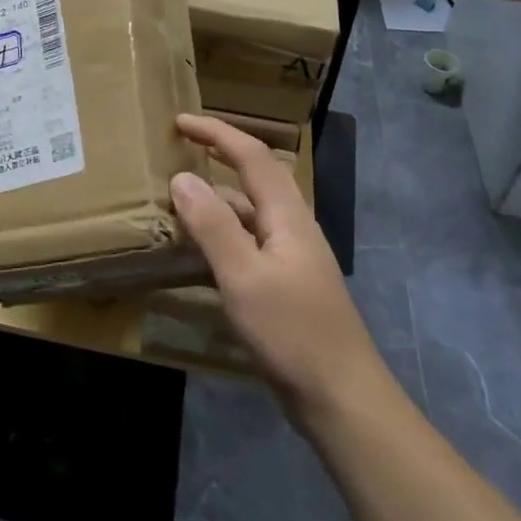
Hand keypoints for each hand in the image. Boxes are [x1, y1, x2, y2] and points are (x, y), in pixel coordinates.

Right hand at [171, 113, 383, 423]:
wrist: (342, 399)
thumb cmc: (293, 333)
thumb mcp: (244, 277)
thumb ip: (213, 226)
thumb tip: (182, 177)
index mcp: (289, 217)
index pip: (253, 157)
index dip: (218, 133)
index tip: (179, 122)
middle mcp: (293, 228)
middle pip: (257, 177)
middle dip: (221, 153)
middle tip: (181, 146)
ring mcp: (292, 258)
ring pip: (250, 212)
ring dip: (217, 197)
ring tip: (178, 197)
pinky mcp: (286, 285)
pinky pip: (248, 242)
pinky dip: (221, 233)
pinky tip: (198, 251)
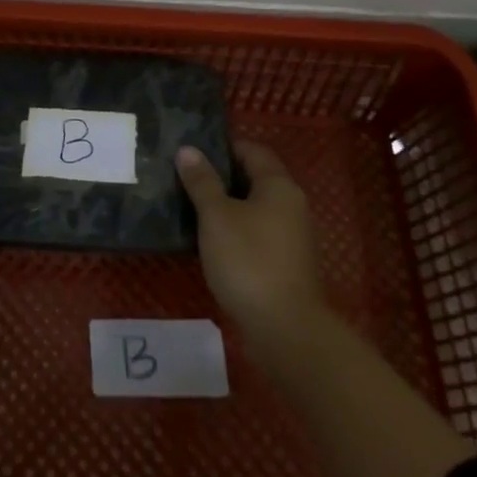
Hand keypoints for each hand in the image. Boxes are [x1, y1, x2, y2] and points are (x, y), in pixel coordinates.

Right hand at [176, 139, 323, 355]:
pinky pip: (257, 234)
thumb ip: (202, 181)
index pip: (252, 150)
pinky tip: (211, 242)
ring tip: (191, 208)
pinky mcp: (286, 264)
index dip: (223, 147)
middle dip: (221, 177)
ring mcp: (292, 237)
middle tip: (185, 178)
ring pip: (255, 208)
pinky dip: (236, 231)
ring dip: (227, 206)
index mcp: (278, 186)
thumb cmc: (248, 260)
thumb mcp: (216, 216)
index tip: (192, 152)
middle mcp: (291, 205)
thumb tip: (188, 150)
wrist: (285, 329)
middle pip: (255, 179)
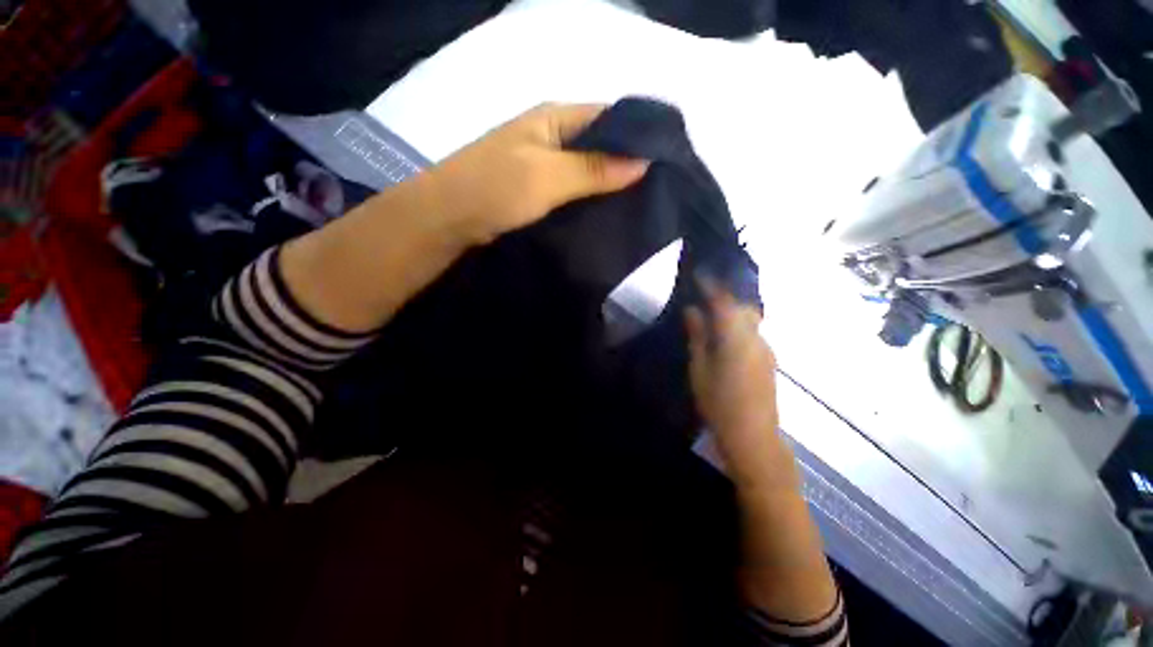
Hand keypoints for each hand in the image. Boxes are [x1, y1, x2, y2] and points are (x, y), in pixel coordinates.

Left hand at [427, 103, 649, 243]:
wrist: (449, 218)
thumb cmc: (495, 188)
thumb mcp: (548, 176)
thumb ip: (595, 169)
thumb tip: (643, 162)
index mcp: (555, 118)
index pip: (609, 117)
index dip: (638, 136)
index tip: (665, 163)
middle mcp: (552, 136)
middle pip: (600, 145)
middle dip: (626, 165)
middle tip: (656, 190)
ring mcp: (544, 165)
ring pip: (587, 170)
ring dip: (609, 186)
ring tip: (640, 205)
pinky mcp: (538, 190)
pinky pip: (573, 191)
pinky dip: (590, 200)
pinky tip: (608, 215)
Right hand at [685, 277, 798, 492]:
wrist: (753, 436)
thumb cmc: (718, 403)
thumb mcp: (699, 369)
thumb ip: (697, 336)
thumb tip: (692, 310)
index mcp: (736, 338)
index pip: (724, 301)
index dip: (711, 285)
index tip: (699, 273)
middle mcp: (756, 338)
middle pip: (744, 306)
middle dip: (726, 295)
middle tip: (706, 292)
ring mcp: (766, 349)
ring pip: (751, 319)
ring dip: (733, 310)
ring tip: (713, 311)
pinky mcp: (769, 360)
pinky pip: (754, 332)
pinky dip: (740, 325)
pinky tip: (726, 335)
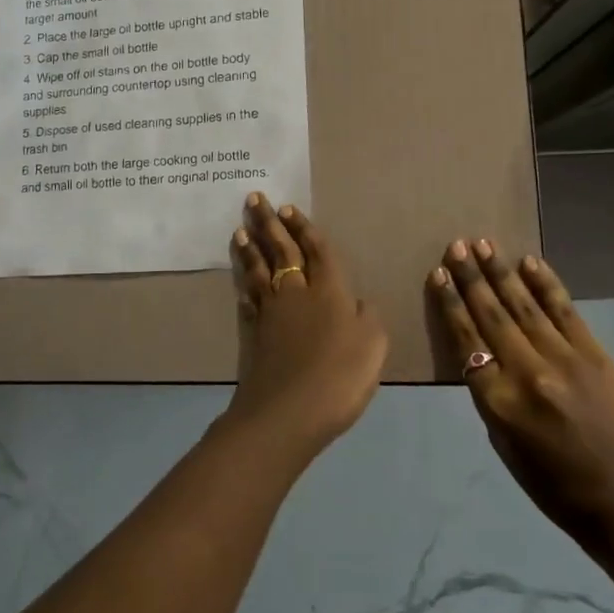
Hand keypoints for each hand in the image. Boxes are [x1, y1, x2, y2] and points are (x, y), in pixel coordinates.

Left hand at [224, 194, 387, 462]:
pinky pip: (247, 297)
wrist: (287, 412)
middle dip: (268, 224)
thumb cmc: (339, 376)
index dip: (303, 228)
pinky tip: (240, 275)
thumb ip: (366, 316)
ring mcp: (271, 312)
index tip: (286, 208)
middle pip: (281, 250)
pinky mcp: (253, 332)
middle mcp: (296, 292)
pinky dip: (243, 281)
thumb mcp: (373, 344)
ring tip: (241, 229)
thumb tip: (356, 300)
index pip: (315, 250)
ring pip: (258, 269)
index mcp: (329, 290)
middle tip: (254, 200)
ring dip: (250, 247)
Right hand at [429, 239, 613, 541]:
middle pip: (492, 315)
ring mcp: (565, 359)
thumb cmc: (552, 483)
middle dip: (471, 277)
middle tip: (456, 246)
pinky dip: (545, 284)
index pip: (467, 340)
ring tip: (484, 244)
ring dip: (501, 272)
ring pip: (524, 306)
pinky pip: (564, 310)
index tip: (439, 274)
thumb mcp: (503, 443)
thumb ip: (490, 393)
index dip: (451, 304)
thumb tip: (482, 351)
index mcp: (499, 402)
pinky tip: (529, 263)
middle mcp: (528, 373)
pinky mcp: (595, 354)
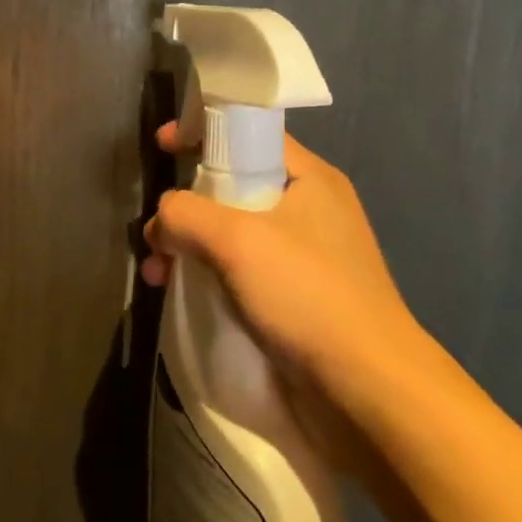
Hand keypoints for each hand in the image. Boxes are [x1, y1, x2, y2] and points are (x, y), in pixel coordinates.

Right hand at [140, 123, 416, 405]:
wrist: (367, 391)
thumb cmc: (307, 294)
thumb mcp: (237, 239)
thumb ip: (186, 213)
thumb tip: (162, 220)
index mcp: (309, 178)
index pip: (250, 133)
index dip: (203, 130)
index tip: (162, 145)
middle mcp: (308, 209)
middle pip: (233, 185)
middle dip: (186, 204)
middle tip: (154, 232)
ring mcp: (304, 256)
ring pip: (231, 232)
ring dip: (189, 245)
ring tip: (157, 274)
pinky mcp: (295, 297)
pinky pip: (240, 269)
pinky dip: (207, 274)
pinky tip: (180, 295)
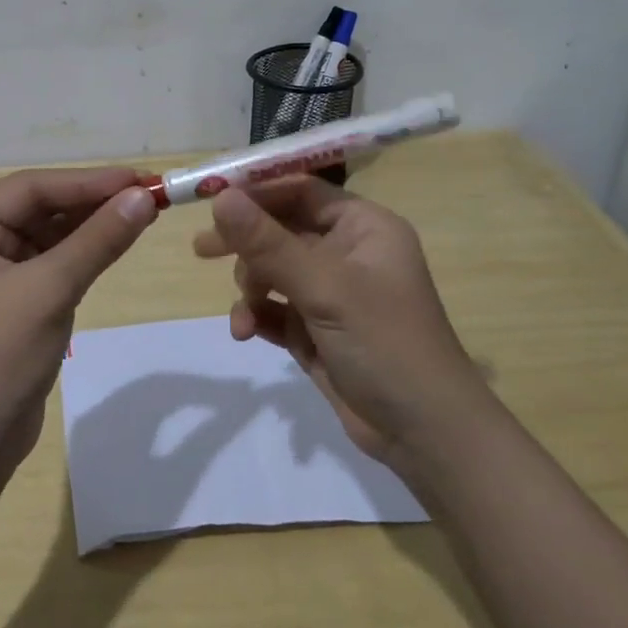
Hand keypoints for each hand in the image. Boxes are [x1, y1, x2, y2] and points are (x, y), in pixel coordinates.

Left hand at [0, 167, 157, 469]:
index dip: (86, 181)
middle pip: (40, 209)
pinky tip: (116, 243)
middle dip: (92, 202)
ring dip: (91, 227)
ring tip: (142, 213)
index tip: (138, 179)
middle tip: (148, 194)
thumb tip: (144, 197)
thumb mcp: (50, 290)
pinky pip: (52, 265)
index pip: (30, 188)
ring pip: (49, 236)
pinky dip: (83, 255)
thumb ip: (98, 240)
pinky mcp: (12, 304)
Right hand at [193, 176, 479, 462]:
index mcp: (363, 227)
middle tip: (203, 250)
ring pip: (273, 270)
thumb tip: (220, 196)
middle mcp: (347, 252)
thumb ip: (268, 242)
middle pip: (281, 229)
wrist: (424, 435)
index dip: (257, 192)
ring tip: (245, 312)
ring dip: (252, 287)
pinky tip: (245, 332)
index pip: (301, 191)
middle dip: (245, 243)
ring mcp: (331, 293)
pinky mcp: (317, 329)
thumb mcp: (324, 287)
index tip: (211, 199)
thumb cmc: (385, 343)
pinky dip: (257, 315)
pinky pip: (275, 308)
■ ■ ■ ■ ■ ■ ■
HOW TO COMPLETE THIS TASK
The line containing "thumb tip: (144, 197)" and all lines after it, through the last line of the data, should be retyped exactly.

THE ANSWER
thumb tip: (144, 197)
thumb mcp: (50, 290)
pinky pip: (52, 265)
index pip: (30, 188)
ring pip: (49, 236)
pinky dip: (83, 255)
thumb ip: (98, 240)
pinky mcp: (12, 304)
Right hand at [193, 176, 479, 462]:
index mcp: (363, 227)
middle tip: (203, 250)
ring pip: (273, 270)
thumb tip: (220, 196)
middle mcp: (347, 252)
thumb ip: (268, 242)
middle pip: (281, 229)
wrist: (424, 435)
index dip: (257, 192)
ring tip: (245, 312)
ring dip: (252, 287)
pinky tip: (245, 332)
index pip: (301, 191)
middle dip: (245, 243)
ring mcp: (331, 293)
pinky mcp: (317, 329)
thumb mcp: (324, 287)
index tip: (211, 199)
thumb cmc: (385, 343)
pinky dip: (257, 315)
pinky pip: (275, 308)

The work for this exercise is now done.